When I asked her how my father was, her face dimpled with worry, and she struggled with a hopeful reply, saying it would take time.
Aunt Cloris cast wary glances at Kaden, who dozed in the chair beside me. She didn’t like it, but clucked only mildly at the breach of protocol. Finally, late in the night, she shooed him off, having prepared a room elsewhere in the citadelle for him. I had slept fitfully after that, one dream dissolving into another, and I finally shook awake when I dreamed of Regan and Bryn riding together in a wide valley. I didn’t want to see what came next.

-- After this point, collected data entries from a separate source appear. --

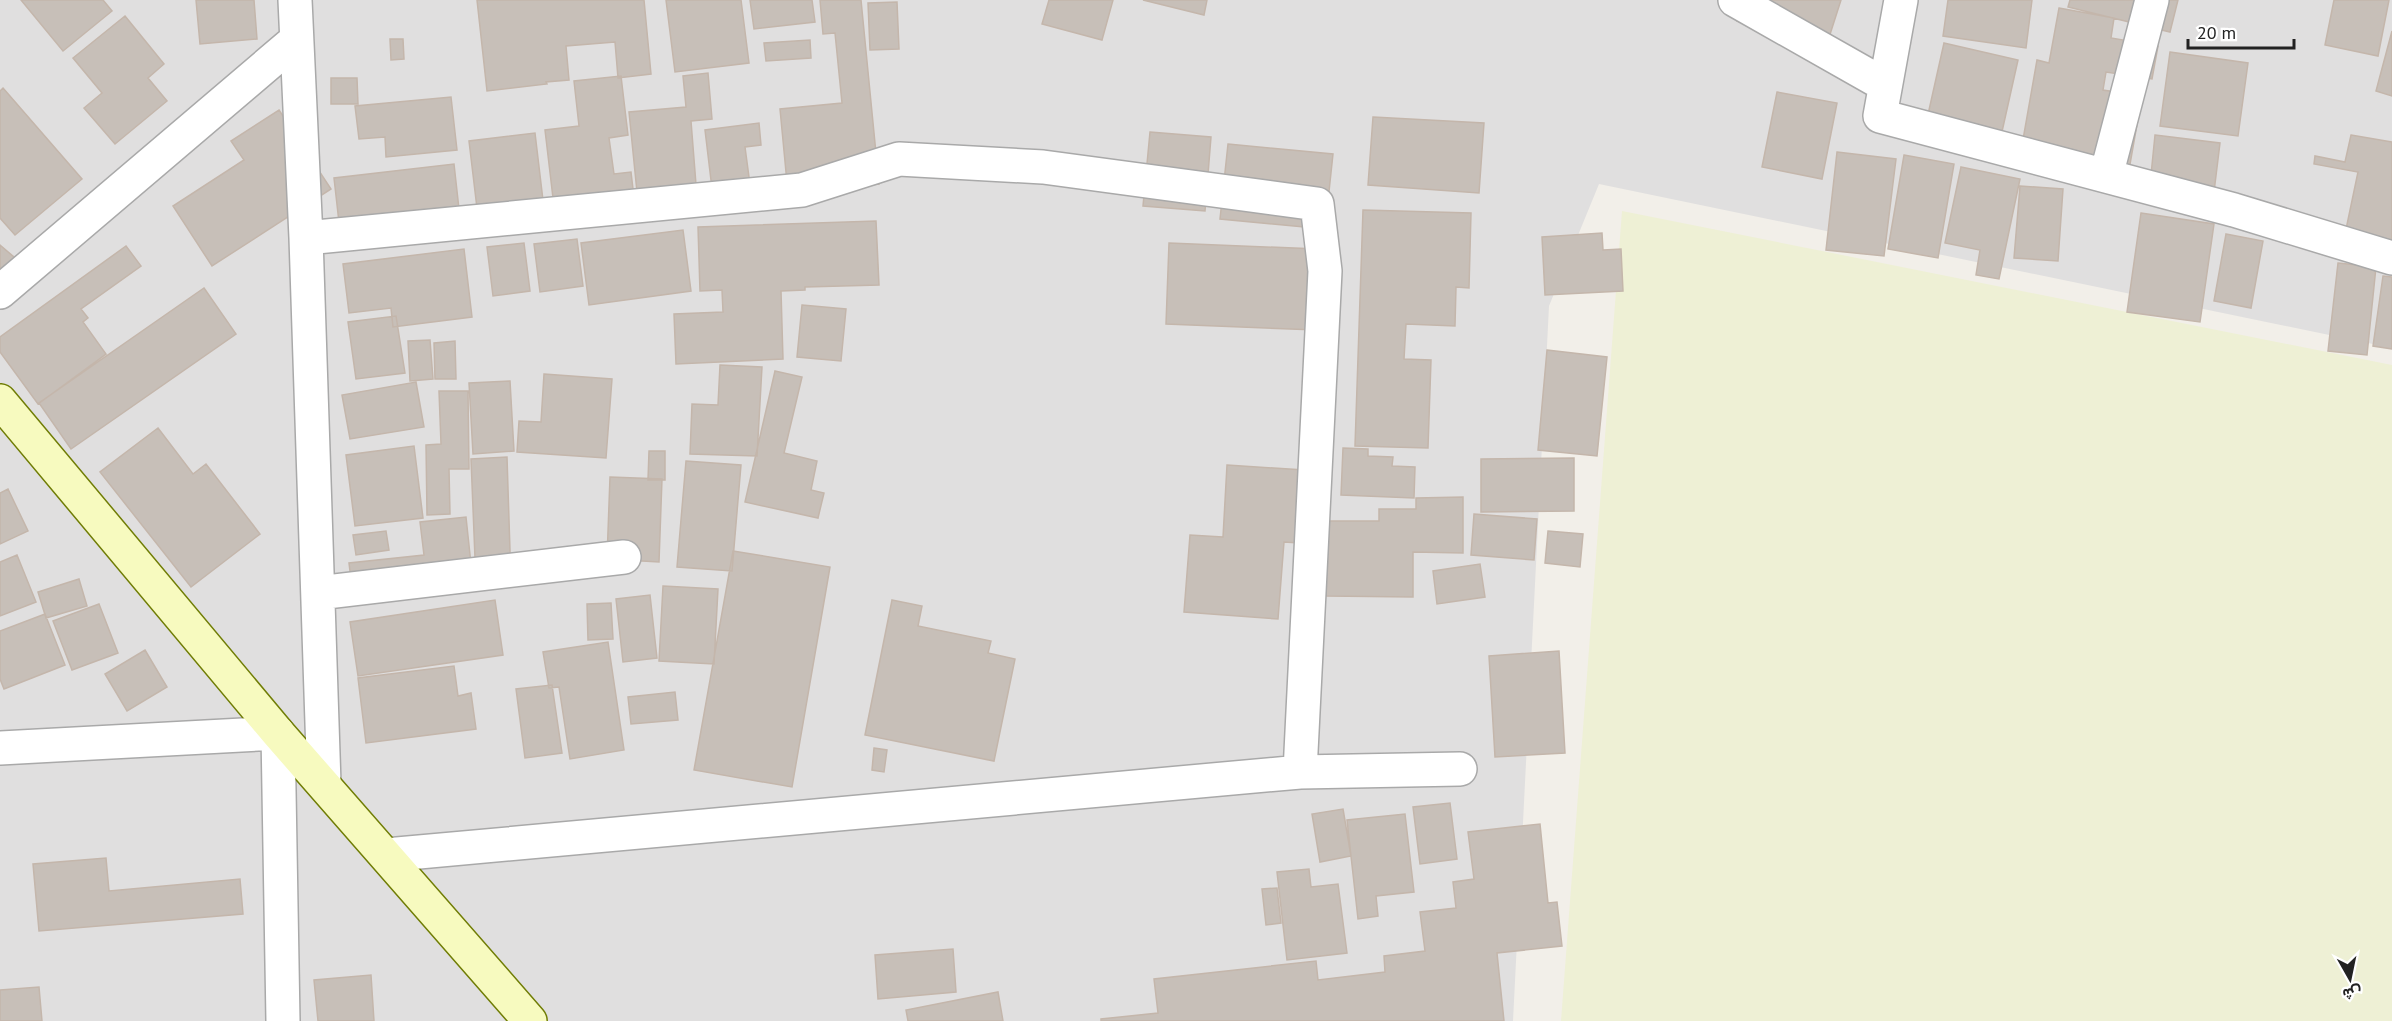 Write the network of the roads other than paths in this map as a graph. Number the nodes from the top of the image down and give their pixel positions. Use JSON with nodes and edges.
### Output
{"nodes":[{"id":1,"x":295,"y":0,"type":"edge"},
{"id":2,"x":1735,"y":0,"type":"edge"},
{"id":3,"x":1901,"y":0,"type":"edge"},
{"id":4,"x":2152,"y":0,"type":"edge"},
{"id":5,"x":296,"y":40,"type":"junction"},
{"id":6,"x":1885,"y":85,"type":"junction"},
{"id":7,"x":2106,"y":176,"type":"junction"},
{"id":8,"x":306,"y":238,"type":"junction"},
{"id":9,"x":2392,"y":258,"type":"edge"},
{"id":10,"x":0,"y":292,"type":"edge"},
{"id":11,"x":0,"y":401,"type":"edge"},
{"id":12,"x":624,"y":557,"type":"dead end"},
{"id":13,"x":318,"y":592,"type":"junction"},
{"id":14,"x":278,"y":732,"type":"junction"},
{"id":15,"x":0,"y":748,"type":"edge"},
{"id":16,"x":1461,"y":769,"type":"dead end"},
{"id":17,"x":1300,"y":772,"type":"junction"},
{"id":18,"x":324,"y":784,"type":"junction"},
{"id":19,"x":386,"y":855,"type":"junction"},
{"id":20,"x":283,"y":1021,"type":"edge"},
{"id":21,"x":530,"y":1021,"type":"edge"}],
"edges":[{"from":1,"to":5,"type":"street"},
{"from":2,"to":6,"type":"street"},
{"from":3,"to":6,"type":"street"},
{"from":4,"to":7,"type":"street"},
{"from":5,"to":8,"type":"street"},
{"from":5,"to":10,"type":"street"},
{"from":6,"to":7,"type":"street"},
{"from":7,"to":9,"type":"street"},
{"from":8,"to":13,"type":"street"},
{"from":8,"to":17,"type":"street"},
{"from":11,"to":14,"type":"main road"},
{"from":12,"to":13,"type":"street"},
{"from":13,"to":18,"type":"street"},
{"from":14,"to":15,"type":"street"},
{"from":14,"to":18,"type":"main road"},
{"from":14,"to":20,"type":"street"},
{"from":16,"to":17,"type":"street"},
{"from":17,"to":19,"type":"street"},
{"from":18,"to":19,"type":"main road"},
{"from":19,"to":21,"type":"main road"}]}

Per Aunt Bernette’s orders, I took another dose of the sickly sweet syrup. I didn’t know if it was the sleep or the elixir, but I was feeling steadier on my feet.
I tied back the drapes, and light flooded into the room. I looked at the bay, a rare clear day where the rocky island of lost souls was visible in the distance, its white crumbling ruins catching the morning sun. Ancients who were once imprisoned there were said to still rail against walls that no longer existed, caught in a timeless prison of another kind, memories caging them as strongly as iron bars. My attention traveled west to the last standing spire of Golgata, still leaning, facing its imminent demise with stoic grace. Some things last … and some things were never meant to.

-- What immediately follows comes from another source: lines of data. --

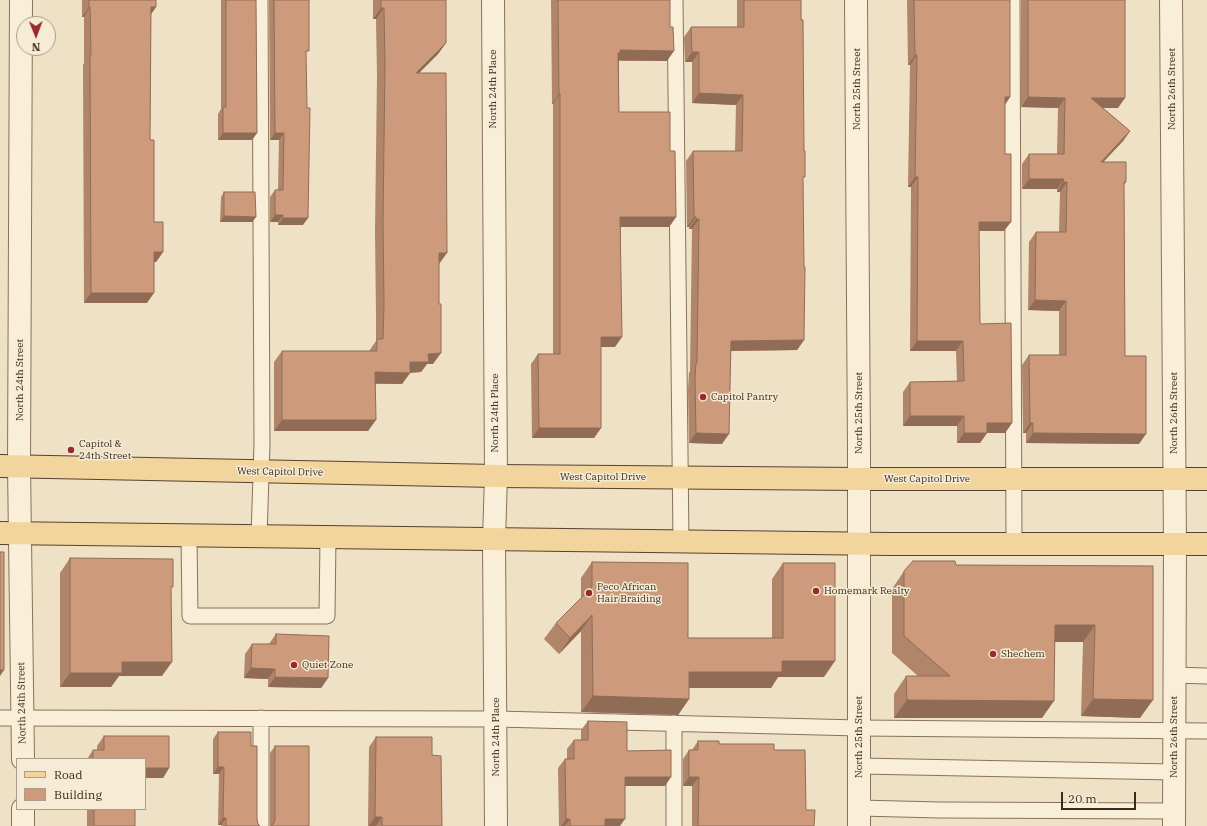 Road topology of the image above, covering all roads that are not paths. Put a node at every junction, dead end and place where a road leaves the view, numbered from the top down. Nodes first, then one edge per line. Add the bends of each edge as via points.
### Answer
1 (21, 0) edge
2 (260, 0) edge
3 (493, 0) edge
4 (675, 0) edge
5 (856, 0) edge
6 (1012, 0) edge
7 (1171, 0) edge
8 (10, 466) edge
9 (262, 471) junction
10 (496, 476) junction
11 (680, 477) junction
12 (859, 479) junction
13 (1013, 479) junction
14 (1207, 479) edge
15 (1174, 480) junction
16 (10, 534) edge
17 (189, 536) junction
18 (259, 537) junction
19 (328, 538) junction
20 (494, 540) junction
21 (681, 542) junction
22 (860, 544) junction
23 (1014, 544) junction
24 (1207, 544) edge
25 (1175, 545) junction
26 (1174, 675) junction
27 (1207, 676) edge
28 (0, 718) edge
29 (23, 718) junction
30 (261, 718) junction
31 (496, 719) junction
32 (674, 723) junction
33 (859, 728) junction
34 (1174, 730) junction
35 (1207, 731) edge
36 (23, 758) edge
37 (859, 766) junction
38 (1174, 772) junction
39 (23, 810) edge
40 (859, 817) edge
41 (1174, 818) edge
42 (23, 826) edge
43 (261, 826) edge
44 (496, 826) edge
45 (674, 826) edge

1 - 8 street, North 24th Street
2 - 9 lane
3 - 10 street, North 24th Place
4 - 11 lane
5 - 12 street, North 25th Street
6 - 13 lane
7 - 15 street, North 26th Street
8 - 9 main road, West Capitol Drive
8 - 16 street, North 24th Street
9 - 10 main road, West Capitol Drive
9 - 18 lane
10 - 11 main road, West Capitol Drive
10 - 20 street, North 24th Place
11 - 12 main road, West Capitol Drive
11 - 21 lane
12 - 13 main road, West Capitol Drive
12 - 22 street, North 25th Street
13 - 15 main road, West Capitol Drive
13 - 23 lane
14 - 15 main road, West Capitol Drive
15 - 25 street, North 26th Street
16 - 17 main road
16 - 29 street, North 24th Street
17 - 18 main road
17 - 19 lane via 190,616 327,616
18 - 19 main road
19 - 20 main road
20 - 21 main road
20 - 31 street, North 24th Place
21 - 22 main road
22 - 23 main road
22 - 33 street, North 25th Street
23 - 25 main road
24 - 25 main road
25 - 26 street, North 26th Street
26 - 27 lane
26 - 34 street, North 26th Street
28 - 29 lane
29 - 30 lane
29 - 36 street, North 24th Street
30 - 31 lane
30 - 43 lane
31 - 32 lane
31 - 44 street, North 24th Place
32 - 33 lane
32 - 45 lane
33 - 34 lane
33 - 37 street, North 25th Street
34 - 35 lane
34 - 38 street, North 26th Street
37 - 38 lane
37 - 40 street, North 25th Street
38 - 41 street, North 26th Street
39 - 42 street
40 - 41 lane via 948,810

I heard a tap at my door. Finally. There were clothes in my dressing chamber—all still locked in trunks—the ones Dalbreck had dutifully returned. They had never been opened. But if I was to address the conclave this afternoon, or for that matter, any of the many tasks before me, I couldn’t do it in a thin borrowed nightgown. Aunt Bernette had gone to fetch someone with keys. I was about to search for a hairpin so I could pick them open myself. It was going to be a long and full day.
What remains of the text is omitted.